Dataset ::
________________________________________

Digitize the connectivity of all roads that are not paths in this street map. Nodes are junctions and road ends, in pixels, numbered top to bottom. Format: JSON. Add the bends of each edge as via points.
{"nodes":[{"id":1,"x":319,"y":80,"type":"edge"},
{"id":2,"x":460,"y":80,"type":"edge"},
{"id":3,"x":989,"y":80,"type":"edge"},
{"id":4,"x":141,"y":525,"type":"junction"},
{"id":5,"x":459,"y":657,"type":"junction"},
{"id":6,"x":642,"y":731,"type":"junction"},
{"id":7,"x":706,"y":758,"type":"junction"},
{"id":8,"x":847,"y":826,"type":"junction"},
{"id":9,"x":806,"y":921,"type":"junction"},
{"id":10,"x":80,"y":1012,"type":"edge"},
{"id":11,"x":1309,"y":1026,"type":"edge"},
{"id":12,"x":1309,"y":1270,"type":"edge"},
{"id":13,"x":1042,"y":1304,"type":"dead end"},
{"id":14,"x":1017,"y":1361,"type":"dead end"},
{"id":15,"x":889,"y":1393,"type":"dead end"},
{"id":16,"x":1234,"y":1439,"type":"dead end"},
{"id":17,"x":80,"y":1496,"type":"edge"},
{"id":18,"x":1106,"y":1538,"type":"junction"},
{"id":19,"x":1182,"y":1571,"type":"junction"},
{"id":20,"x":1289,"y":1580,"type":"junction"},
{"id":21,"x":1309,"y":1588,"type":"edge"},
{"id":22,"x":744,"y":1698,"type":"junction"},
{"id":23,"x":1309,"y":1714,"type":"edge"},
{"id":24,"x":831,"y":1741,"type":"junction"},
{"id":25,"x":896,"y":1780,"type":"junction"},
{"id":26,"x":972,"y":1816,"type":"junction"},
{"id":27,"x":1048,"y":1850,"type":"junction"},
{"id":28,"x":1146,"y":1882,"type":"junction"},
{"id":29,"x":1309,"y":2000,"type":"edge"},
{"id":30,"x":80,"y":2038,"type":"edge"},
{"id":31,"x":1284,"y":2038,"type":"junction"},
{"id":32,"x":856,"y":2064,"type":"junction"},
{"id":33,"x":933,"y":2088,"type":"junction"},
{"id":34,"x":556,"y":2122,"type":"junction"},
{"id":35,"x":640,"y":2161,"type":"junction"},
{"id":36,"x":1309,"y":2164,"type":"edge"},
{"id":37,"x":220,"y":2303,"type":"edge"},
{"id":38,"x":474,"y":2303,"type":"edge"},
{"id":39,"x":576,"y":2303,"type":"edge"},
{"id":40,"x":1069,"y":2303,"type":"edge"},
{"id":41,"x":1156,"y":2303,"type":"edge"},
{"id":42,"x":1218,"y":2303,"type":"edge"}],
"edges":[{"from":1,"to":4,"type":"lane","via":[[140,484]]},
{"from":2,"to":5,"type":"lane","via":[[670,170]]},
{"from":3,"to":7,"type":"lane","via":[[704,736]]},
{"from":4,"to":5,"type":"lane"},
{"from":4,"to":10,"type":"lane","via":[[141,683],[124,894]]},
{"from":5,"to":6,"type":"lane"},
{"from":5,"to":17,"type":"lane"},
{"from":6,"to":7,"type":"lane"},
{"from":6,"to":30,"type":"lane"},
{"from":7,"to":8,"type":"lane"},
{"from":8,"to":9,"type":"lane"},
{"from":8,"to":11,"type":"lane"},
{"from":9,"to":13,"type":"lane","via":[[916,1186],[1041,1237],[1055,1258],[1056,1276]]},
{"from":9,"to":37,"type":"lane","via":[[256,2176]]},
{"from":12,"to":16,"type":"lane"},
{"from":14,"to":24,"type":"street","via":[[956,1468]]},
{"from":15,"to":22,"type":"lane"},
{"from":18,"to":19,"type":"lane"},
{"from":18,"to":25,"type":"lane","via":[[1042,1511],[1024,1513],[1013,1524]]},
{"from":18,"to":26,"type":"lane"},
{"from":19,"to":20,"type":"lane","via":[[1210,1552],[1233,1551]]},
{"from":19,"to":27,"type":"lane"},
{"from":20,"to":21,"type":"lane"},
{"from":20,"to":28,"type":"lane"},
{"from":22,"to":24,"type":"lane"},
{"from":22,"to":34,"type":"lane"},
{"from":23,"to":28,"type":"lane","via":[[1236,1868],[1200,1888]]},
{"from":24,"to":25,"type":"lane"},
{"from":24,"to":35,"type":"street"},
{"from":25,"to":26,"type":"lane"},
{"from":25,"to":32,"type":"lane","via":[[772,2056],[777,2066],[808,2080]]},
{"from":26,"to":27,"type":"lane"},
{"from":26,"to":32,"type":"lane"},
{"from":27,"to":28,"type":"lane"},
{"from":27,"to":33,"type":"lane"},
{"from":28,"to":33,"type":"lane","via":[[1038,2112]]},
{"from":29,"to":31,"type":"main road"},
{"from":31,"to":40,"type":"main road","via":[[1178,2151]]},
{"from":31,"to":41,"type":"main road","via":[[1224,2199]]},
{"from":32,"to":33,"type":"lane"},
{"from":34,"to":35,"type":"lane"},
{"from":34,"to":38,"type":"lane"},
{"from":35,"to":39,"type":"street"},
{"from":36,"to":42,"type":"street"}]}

________________________________________

Work instruction :: Exactly reproduce the entries in their entirety.

Finished task ::
Digitize the connectivity of all roads that are not paths in this street map. Nodes are junctions and road ends, in pixels, numbered top to bottom. Format: JSON. Add the bends of each edge as via points.
{"nodes":[{"id":1,"x":319,"y":80,"type":"edge"},
{"id":2,"x":460,"y":80,"type":"edge"},
{"id":3,"x":989,"y":80,"type":"edge"},
{"id":4,"x":141,"y":525,"type":"junction"},
{"id":5,"x":459,"y":657,"type":"junction"},
{"id":6,"x":642,"y":731,"type":"junction"},
{"id":7,"x":706,"y":758,"type":"junction"},
{"id":8,"x":847,"y":826,"type":"junction"},
{"id":9,"x":806,"y":921,"type":"junction"},
{"id":10,"x":80,"y":1012,"type":"edge"},
{"id":11,"x":1309,"y":1026,"type":"edge"},
{"id":12,"x":1309,"y":1270,"type":"edge"},
{"id":13,"x":1042,"y":1304,"type":"dead end"},
{"id":14,"x":1017,"y":1361,"type":"dead end"},
{"id":15,"x":889,"y":1393,"type":"dead end"},
{"id":16,"x":1234,"y":1439,"type":"dead end"},
{"id":17,"x":80,"y":1496,"type":"edge"},
{"id":18,"x":1106,"y":1538,"type":"junction"},
{"id":19,"x":1182,"y":1571,"type":"junction"},
{"id":20,"x":1289,"y":1580,"type":"junction"},
{"id":21,"x":1309,"y":1588,"type":"edge"},
{"id":22,"x":744,"y":1698,"type":"junction"},
{"id":23,"x":1309,"y":1714,"type":"edge"},
{"id":24,"x":831,"y":1741,"type":"junction"},
{"id":25,"x":896,"y":1780,"type":"junction"},
{"id":26,"x":972,"y":1816,"type":"junction"},
{"id":27,"x":1048,"y":1850,"type":"junction"},
{"id":28,"x":1146,"y":1882,"type":"junction"},
{"id":29,"x":1309,"y":2000,"type":"edge"},
{"id":30,"x":80,"y":2038,"type":"edge"},
{"id":31,"x":1284,"y":2038,"type":"junction"},
{"id":32,"x":856,"y":2064,"type":"junction"},
{"id":33,"x":933,"y":2088,"type":"junction"},
{"id":34,"x":556,"y":2122,"type":"junction"},
{"id":35,"x":640,"y":2161,"type":"junction"},
{"id":36,"x":1309,"y":2164,"type":"edge"},
{"id":37,"x":220,"y":2303,"type":"edge"},
{"id":38,"x":474,"y":2303,"type":"edge"},
{"id":39,"x":576,"y":2303,"type":"edge"},
{"id":40,"x":1069,"y":2303,"type":"edge"},
{"id":41,"x":1156,"y":2303,"type":"edge"},
{"id":42,"x":1218,"y":2303,"type":"edge"}],
"edges":[{"from":1,"to":4,"type":"lane","via":[[140,484]]},
{"from":2,"to":5,"type":"lane","via":[[670,170]]},
{"from":3,"to":7,"type":"lane","via":[[704,736]]},
{"from":4,"to":5,"type":"lane"},
{"from":4,"to":10,"type":"lane","via":[[141,683],[124,894]]},
{"from":5,"to":6,"type":"lane"},
{"from":5,"to":17,"type":"lane"},
{"from":6,"to":7,"type":"lane"},
{"from":6,"to":30,"type":"lane"},
{"from":7,"to":8,"type":"lane"},
{"from":8,"to":9,"type":"lane"},
{"from":8,"to":11,"type":"lane"},
{"from":9,"to":13,"type":"lane","via":[[916,1186],[1041,1237],[1055,1258],[1056,1276]]},
{"from":9,"to":37,"type":"lane","via":[[256,2176]]},
{"from":12,"to":16,"type":"lane"},
{"from":14,"to":24,"type":"street","via":[[956,1468]]},
{"from":15,"to":22,"type":"lane"},
{"from":18,"to":19,"type":"lane"},
{"from":18,"to":25,"type":"lane","via":[[1042,1511],[1024,1513],[1013,1524]]},
{"from":18,"to":26,"type":"lane"},
{"from":19,"to":20,"type":"lane","via":[[1210,1552],[1233,1551]]},
{"from":19,"to":27,"type":"lane"},
{"from":20,"to":21,"type":"lane"},
{"from":20,"to":28,"type":"lane"},
{"from":22,"to":24,"type":"lane"},
{"from":22,"to":34,"type":"lane"},
{"from":23,"to":28,"type":"lane","via":[[1236,1868],[1200,1888]]},
{"from":24,"to":25,"type":"lane"},
{"from":24,"to":35,"type":"street"},
{"from":25,"to":26,"type":"lane"},
{"from":25,"to":32,"type":"lane","via":[[772,2056],[777,2066],[808,2080]]},
{"from":26,"to":27,"type":"lane"},
{"from":26,"to":32,"type":"lane"},
{"from":27,"to":28,"type":"lane"},
{"from":27,"to":33,"type":"lane"},
{"from":28,"to":33,"type":"lane","via":[[1038,2112]]},
{"from":29,"to":31,"type":"main road"},
{"from":31,"to":40,"type":"main road","via":[[1178,2151]]},
{"from":31,"to":41,"type":"main road","via":[[1224,2199]]},
{"from":32,"to":33,"type":"lane"},
{"from":34,"to":35,"type":"lane"},
{"from":34,"to":38,"type":"lane"},
{"from":35,"to":39,"type":"street"},
{"from":36,"to":42,"type":"street"}]}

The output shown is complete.